* _What to do_
Print every entry again exactly, with no pictures.

* _Entries provided_
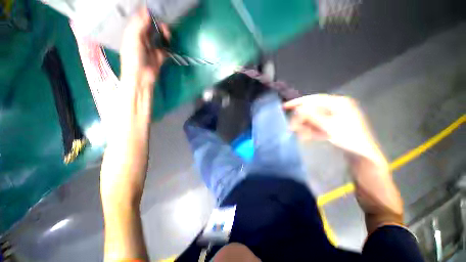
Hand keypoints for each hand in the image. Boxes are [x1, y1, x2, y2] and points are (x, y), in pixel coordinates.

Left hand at [120, 8, 169, 87]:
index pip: (140, 18)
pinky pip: (165, 46)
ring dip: (164, 33)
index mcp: (134, 32)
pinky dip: (168, 44)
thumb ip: (139, 26)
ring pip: (160, 35)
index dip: (147, 13)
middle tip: (163, 24)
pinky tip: (169, 42)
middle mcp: (143, 37)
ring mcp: (152, 46)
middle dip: (158, 23)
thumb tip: (146, 12)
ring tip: (167, 33)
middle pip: (151, 26)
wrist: (141, 77)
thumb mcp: (133, 40)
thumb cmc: (133, 59)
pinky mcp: (160, 54)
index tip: (155, 9)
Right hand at [284, 94, 385, 164]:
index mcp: (338, 103)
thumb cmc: (349, 139)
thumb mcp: (329, 127)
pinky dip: (310, 131)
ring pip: (312, 119)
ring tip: (300, 134)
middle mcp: (336, 108)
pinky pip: (316, 126)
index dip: (298, 103)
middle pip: (312, 110)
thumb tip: (297, 109)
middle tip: (292, 127)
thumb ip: (312, 117)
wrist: (362, 156)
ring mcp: (333, 117)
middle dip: (301, 119)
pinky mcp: (331, 126)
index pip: (314, 99)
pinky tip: (305, 136)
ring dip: (304, 126)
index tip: (284, 106)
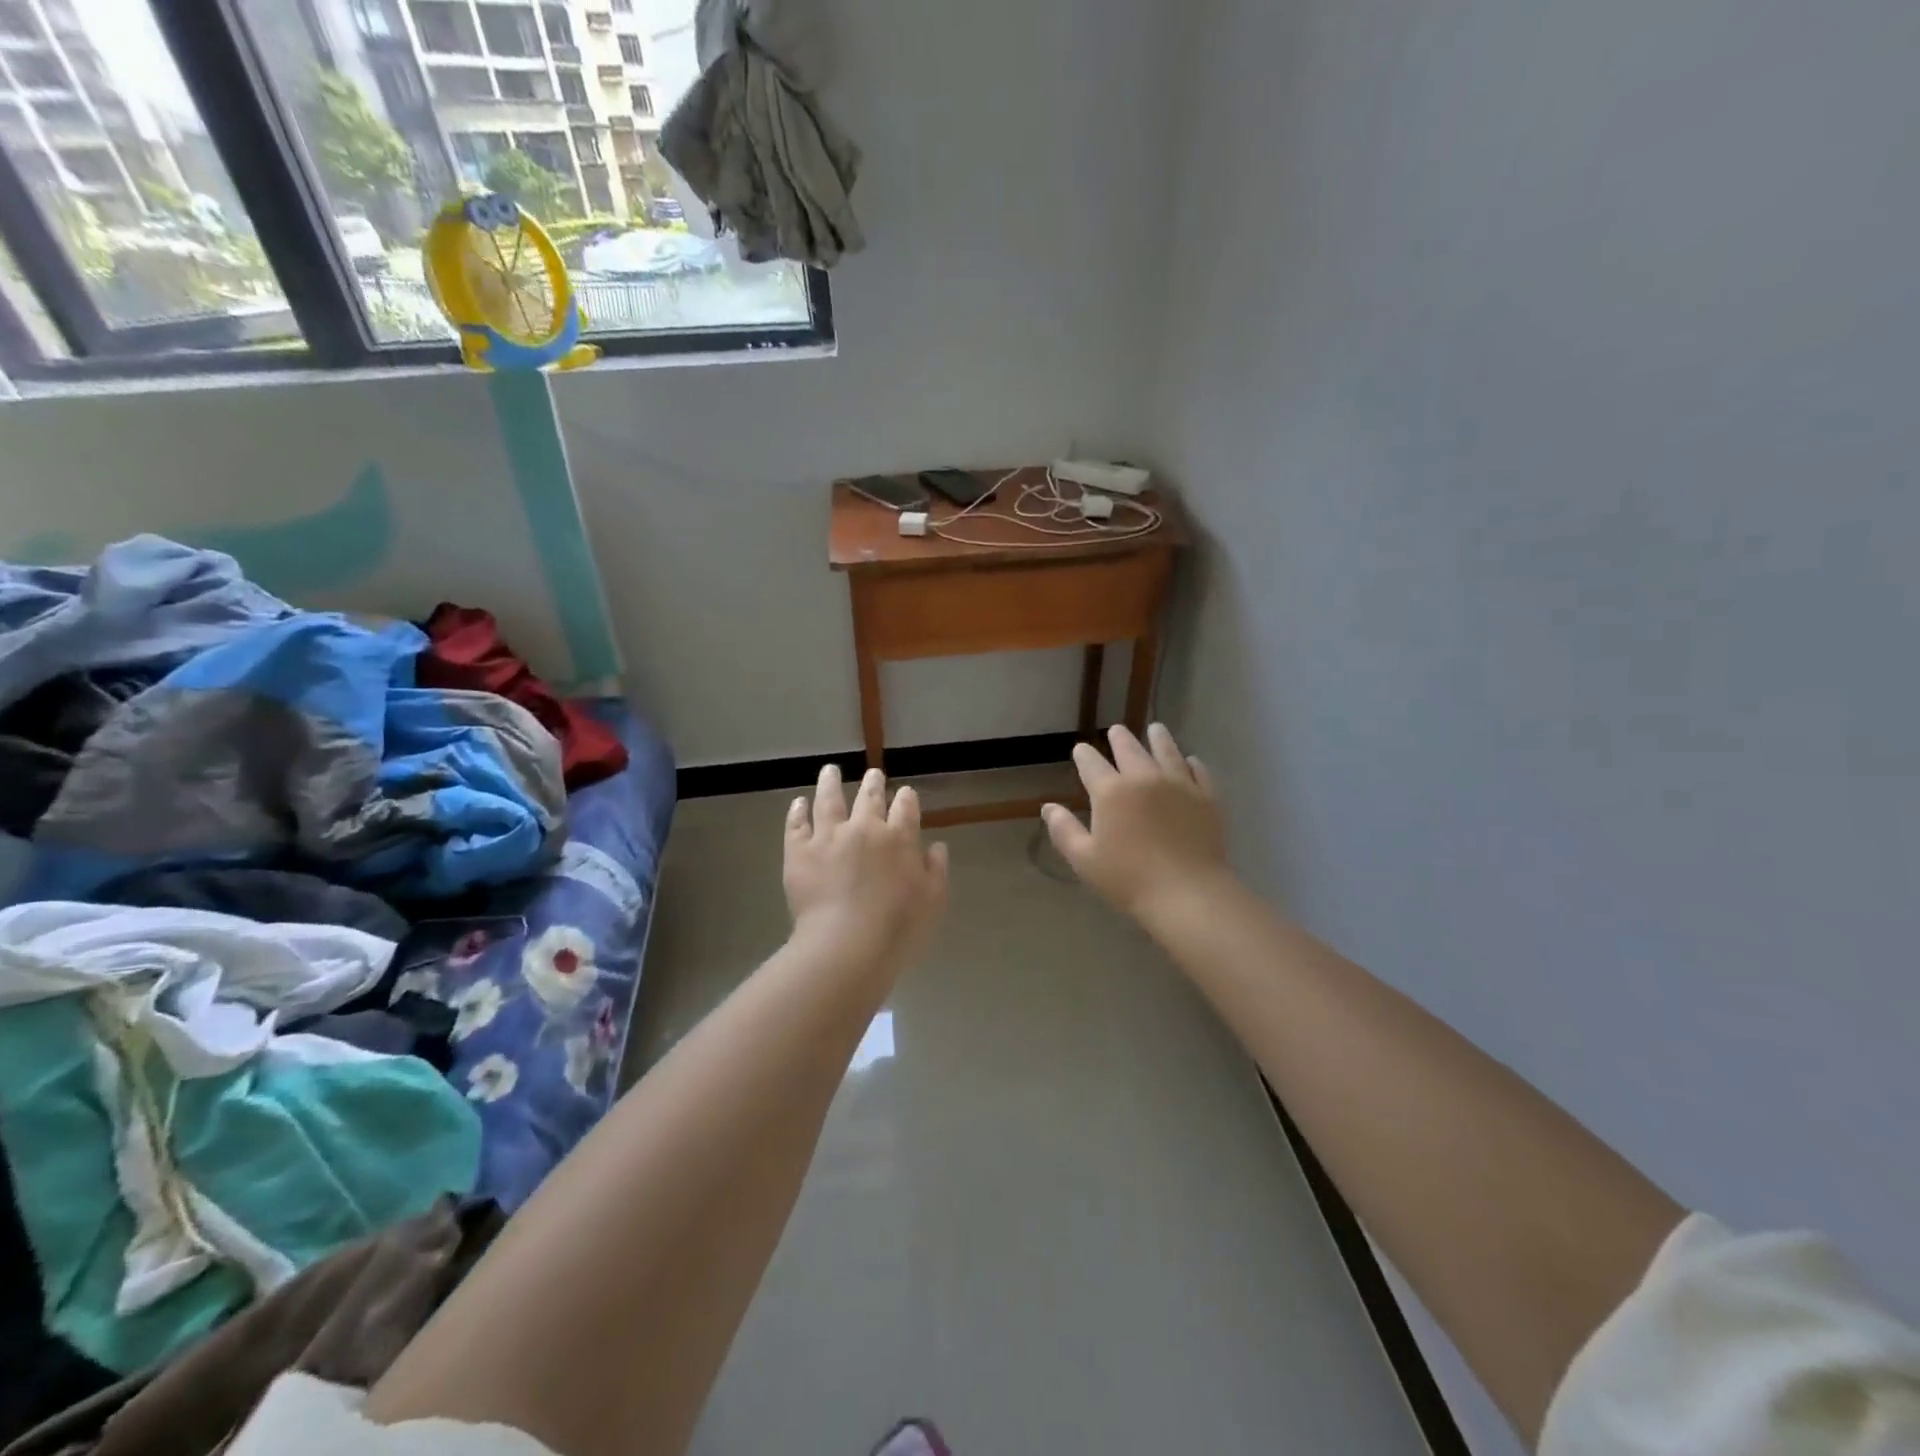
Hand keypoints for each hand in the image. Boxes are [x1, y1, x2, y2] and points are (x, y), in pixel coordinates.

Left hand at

* _Answer box_
Hand keypoints for each hand in the image. Boxes are [x1, y1, x2, y2] and points are (x, y), in pixel coordinates.

Left hand at [120, 8, 169, 87]:
index pip: (140, 18)
pinky pip: (165, 46)
ring dip: (164, 33)
index mcp: (134, 32)
pinky dip: (168, 44)
thumb ip: (139, 26)
ring pip: (160, 35)
index dip: (147, 13)
middle tip: (163, 24)
pinky tip: (169, 42)
middle mcp: (143, 37)
ring mcp: (152, 46)
middle dip: (158, 23)
thumb tip: (146, 12)
ring tip: (167, 33)
middle pip: (151, 26)
wrist: (141, 77)
thumb mcp: (133, 40)
thumb cmc: (133, 59)
pinky mcp: (160, 54)
index tip: (155, 9)
Right hand at [284, 94, 385, 164]:
index mcp: (338, 103)
thumb cmc: (349, 139)
thumb mcp: (329, 127)
pinky dip: (310, 131)
ring pip: (312, 119)
ring tip: (300, 134)
middle mcp: (336, 108)
pinky pip: (316, 126)
index dip: (298, 103)
middle pip: (312, 110)
thumb tip: (297, 109)
middle tip: (292, 127)
thumb ip: (312, 117)
wrist: (362, 156)
ring mcp: (333, 117)
middle dip: (301, 119)
pinky mcp: (331, 126)
index pip: (314, 99)
pinky tip: (305, 136)
ring dip: (304, 126)
index tip: (284, 106)
Hand keypoints for each hand in the image. Boxes are [x1, y1, x2, y2] and points are (x, y), in pixel coordinates.

Left hand at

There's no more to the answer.